Anyone have any experience with this? I've been ordering from Amazon Prime for over a year now, and this is the first time something has gotten lost. It was sent via UPS without a tracking number on June 2nd. It was expected to arrive by June 22nd. It's now the 29th and no book. It was a book on the Chukchi tribe (the eskimos who gave us the Siberian Husky) that normally sells for $136, and I found it for $55. The seller already refunded me, and said if/when the book arrives to keep it, which was a nice gesture. I just want the book really bad. It's a rare find, especially in hardcover for that price. What can I do? I was going to do an online chat with UPS, but you need a tracking number to communicate with them. I'm probably going to have to call them, or see if I can do the online chat with a fake tracking number just to get through the system and chat with an actual person. I'm hoping some of you might have experienced this and figured out a way to hunt down a lost package.


----------



## LoveEcho (Mar 4, 2011)

Call UPS and speak to customer service- basically just keep pressing 0 until you reach someone. Give them your name and info and they should be able to look it up for you. Did the seller get a tracking number? They should have...


----------



## Girl_Loves_Hydraulics (Apr 13, 2014)

counter said:


> Anyone have any experience with this? I've been ordering from Amazon Prime for over a year now, and this is the first time something has gotten lost. It was sent via UPS without a tracking number on June 2nd. It was expected to arrive by June 22nd. It's now the 29th and no book. It was a book on the Chukchi tribe (the eskimos who gave us the Siberian Husky) that normally sells for $136, and I found it for $55. The seller already refunded me, and said if/when the book arrives to keep it, which was a nice gesture. I just want the book really bad. It's a rare find, especially in hardcover for that price. What can I do? I was going to do an online chat with UPS, but you need a tracking number to communicate with them. I'm probably going to have to call them, or see if I can do the online chat with a fake tracking number just to get through the system and chat with an actual person. I'm hoping some of you might have experienced this and figured out a way to hunt down a lost package.
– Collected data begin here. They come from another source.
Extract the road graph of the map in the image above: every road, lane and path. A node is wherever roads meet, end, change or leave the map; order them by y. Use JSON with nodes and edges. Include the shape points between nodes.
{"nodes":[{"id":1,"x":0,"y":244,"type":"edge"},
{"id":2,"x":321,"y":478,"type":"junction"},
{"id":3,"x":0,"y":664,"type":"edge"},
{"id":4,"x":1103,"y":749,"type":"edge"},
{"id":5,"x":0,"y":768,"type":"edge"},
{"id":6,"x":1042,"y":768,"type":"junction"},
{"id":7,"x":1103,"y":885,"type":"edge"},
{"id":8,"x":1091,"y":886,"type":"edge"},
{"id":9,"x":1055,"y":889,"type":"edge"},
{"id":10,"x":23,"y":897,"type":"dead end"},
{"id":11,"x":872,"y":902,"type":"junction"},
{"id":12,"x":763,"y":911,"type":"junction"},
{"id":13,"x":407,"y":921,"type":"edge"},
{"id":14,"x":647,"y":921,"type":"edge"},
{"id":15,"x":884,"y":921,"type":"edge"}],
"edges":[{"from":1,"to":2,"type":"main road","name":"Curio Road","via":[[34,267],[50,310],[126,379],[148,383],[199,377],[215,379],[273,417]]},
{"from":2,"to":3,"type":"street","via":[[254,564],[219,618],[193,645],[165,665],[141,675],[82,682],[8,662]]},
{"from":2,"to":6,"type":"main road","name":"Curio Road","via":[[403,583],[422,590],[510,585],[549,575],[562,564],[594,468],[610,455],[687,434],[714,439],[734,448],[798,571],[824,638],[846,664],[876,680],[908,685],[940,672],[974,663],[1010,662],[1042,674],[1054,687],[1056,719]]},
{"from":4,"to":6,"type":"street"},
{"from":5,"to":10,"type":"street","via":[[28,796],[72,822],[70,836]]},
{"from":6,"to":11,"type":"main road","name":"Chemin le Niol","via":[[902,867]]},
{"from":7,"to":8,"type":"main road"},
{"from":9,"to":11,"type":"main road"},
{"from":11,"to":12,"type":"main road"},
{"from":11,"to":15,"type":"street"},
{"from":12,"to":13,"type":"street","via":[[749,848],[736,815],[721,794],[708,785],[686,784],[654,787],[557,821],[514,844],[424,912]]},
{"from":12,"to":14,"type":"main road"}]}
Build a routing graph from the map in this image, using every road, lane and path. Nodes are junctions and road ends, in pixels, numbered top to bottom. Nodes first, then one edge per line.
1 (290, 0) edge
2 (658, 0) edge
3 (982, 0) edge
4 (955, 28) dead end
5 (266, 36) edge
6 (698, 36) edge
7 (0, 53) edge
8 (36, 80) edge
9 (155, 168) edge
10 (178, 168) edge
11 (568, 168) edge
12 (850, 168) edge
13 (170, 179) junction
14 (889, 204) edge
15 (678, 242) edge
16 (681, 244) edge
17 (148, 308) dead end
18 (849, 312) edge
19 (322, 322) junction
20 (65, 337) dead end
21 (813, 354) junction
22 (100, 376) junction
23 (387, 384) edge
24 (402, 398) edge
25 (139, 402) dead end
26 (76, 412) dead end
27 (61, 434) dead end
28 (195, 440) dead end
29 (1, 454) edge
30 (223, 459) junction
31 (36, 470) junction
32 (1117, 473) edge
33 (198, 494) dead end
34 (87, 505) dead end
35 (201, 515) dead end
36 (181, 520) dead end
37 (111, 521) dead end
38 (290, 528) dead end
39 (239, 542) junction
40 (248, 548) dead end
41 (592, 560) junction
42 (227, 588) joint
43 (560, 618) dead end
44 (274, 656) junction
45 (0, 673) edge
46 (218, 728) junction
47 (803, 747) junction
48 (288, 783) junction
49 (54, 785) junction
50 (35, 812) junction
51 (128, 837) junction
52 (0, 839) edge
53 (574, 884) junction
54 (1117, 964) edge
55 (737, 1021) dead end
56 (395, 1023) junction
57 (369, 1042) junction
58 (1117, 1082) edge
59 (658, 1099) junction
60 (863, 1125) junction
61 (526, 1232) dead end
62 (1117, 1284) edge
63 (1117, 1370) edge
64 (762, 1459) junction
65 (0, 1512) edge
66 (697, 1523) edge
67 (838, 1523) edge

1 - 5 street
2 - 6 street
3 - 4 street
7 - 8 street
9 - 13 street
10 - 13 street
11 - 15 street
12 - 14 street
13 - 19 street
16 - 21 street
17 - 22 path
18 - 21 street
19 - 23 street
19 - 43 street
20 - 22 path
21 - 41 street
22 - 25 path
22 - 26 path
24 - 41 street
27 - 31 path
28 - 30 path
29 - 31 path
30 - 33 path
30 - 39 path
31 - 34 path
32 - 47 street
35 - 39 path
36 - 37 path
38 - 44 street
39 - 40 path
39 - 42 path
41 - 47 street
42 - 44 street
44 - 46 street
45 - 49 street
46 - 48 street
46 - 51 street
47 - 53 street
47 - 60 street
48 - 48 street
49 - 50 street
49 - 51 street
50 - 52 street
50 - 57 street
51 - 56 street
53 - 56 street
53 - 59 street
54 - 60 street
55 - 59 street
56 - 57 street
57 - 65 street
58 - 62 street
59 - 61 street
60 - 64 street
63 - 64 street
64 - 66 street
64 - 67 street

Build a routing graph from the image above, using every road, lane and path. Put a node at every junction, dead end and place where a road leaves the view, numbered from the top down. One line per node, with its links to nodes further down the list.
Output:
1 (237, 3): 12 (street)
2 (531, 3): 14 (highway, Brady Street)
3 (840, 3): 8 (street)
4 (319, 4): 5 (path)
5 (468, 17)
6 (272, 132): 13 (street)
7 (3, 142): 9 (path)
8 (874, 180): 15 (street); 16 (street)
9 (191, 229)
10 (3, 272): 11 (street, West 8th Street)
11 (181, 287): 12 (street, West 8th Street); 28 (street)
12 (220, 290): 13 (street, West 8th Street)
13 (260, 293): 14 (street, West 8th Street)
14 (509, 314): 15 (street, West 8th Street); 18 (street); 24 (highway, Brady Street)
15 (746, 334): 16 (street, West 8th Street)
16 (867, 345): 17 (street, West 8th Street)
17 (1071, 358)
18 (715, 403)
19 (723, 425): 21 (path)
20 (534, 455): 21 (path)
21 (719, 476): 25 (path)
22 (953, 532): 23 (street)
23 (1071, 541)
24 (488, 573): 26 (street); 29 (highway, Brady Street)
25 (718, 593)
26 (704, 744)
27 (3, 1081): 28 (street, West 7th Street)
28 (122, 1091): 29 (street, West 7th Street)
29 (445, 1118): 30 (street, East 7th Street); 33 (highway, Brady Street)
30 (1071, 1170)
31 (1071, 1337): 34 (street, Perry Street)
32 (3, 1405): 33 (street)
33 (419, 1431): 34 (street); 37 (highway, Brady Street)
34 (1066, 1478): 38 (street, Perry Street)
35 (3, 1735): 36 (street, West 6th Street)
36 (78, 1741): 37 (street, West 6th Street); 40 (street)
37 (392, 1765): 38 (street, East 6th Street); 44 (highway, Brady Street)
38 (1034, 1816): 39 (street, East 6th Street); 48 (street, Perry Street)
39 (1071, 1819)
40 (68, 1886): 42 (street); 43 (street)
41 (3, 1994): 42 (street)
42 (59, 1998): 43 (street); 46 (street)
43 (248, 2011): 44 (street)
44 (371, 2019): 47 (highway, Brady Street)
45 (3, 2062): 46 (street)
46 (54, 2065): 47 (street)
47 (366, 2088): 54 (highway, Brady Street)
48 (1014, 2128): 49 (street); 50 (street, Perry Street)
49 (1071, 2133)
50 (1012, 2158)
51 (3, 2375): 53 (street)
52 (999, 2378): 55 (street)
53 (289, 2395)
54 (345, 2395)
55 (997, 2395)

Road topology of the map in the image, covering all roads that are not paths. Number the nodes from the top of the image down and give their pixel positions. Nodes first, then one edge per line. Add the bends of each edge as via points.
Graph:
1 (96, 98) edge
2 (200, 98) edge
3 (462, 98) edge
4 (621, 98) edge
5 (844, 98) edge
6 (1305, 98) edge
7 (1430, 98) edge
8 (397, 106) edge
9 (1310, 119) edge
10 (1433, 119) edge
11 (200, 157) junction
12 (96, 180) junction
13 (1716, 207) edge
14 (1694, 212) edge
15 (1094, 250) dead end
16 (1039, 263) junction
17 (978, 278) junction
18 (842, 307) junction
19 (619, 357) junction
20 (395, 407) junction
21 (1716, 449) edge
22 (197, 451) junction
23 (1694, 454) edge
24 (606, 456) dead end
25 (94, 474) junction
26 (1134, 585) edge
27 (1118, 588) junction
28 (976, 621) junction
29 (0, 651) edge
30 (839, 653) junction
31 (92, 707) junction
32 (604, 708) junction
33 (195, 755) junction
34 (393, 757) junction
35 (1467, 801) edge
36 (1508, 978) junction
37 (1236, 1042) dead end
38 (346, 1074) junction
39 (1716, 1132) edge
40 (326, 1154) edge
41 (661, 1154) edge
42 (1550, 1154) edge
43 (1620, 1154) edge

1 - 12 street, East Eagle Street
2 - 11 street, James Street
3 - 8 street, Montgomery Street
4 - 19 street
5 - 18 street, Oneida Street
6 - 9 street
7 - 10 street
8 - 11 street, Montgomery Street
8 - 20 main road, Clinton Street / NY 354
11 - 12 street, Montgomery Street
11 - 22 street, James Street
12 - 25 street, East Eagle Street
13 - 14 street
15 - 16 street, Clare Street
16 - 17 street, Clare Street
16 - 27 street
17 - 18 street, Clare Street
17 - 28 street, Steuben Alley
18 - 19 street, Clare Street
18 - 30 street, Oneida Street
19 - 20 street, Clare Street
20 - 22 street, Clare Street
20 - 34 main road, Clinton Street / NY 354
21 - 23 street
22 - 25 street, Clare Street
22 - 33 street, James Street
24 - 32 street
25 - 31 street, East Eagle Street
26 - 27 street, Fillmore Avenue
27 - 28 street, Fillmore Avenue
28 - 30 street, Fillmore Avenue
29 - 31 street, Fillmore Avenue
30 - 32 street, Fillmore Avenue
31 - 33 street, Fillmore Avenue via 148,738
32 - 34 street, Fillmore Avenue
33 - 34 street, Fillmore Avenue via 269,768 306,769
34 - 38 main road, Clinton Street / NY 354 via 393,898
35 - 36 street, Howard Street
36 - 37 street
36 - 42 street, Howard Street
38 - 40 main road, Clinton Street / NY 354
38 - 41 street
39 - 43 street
The shipper is the person that will have the tracking #. When you ship via UPS, a tracking # is automatically generated. So the shipper would have to obtain that information from UPS. Normally its printed out on a sticker, and then scanned. You could try calling UPS, but normally they will not provide the information to you since its not under your account.

FYI-UPS is my nemesis! They are always losing my packages


----------



## dogma13 (Mar 8, 2014)

Maybe there's an order # that could be used by Amazon to find tracking #??


----------



## Cassidy's Mom (Mar 30, 2003)

UPS always uses tracking numbers. Every package is scanned at pickup, and every stop along the way. Even if the number wasn't provided to you, there is one, which the seller should be able to look up for you. I don't know if UPS will be able to help you without that number.


----------



## Cassidy's Mom (Mar 30, 2003)

dogma13 said:


> Maybe there's an order # that could be used by Amazon to find tracking #??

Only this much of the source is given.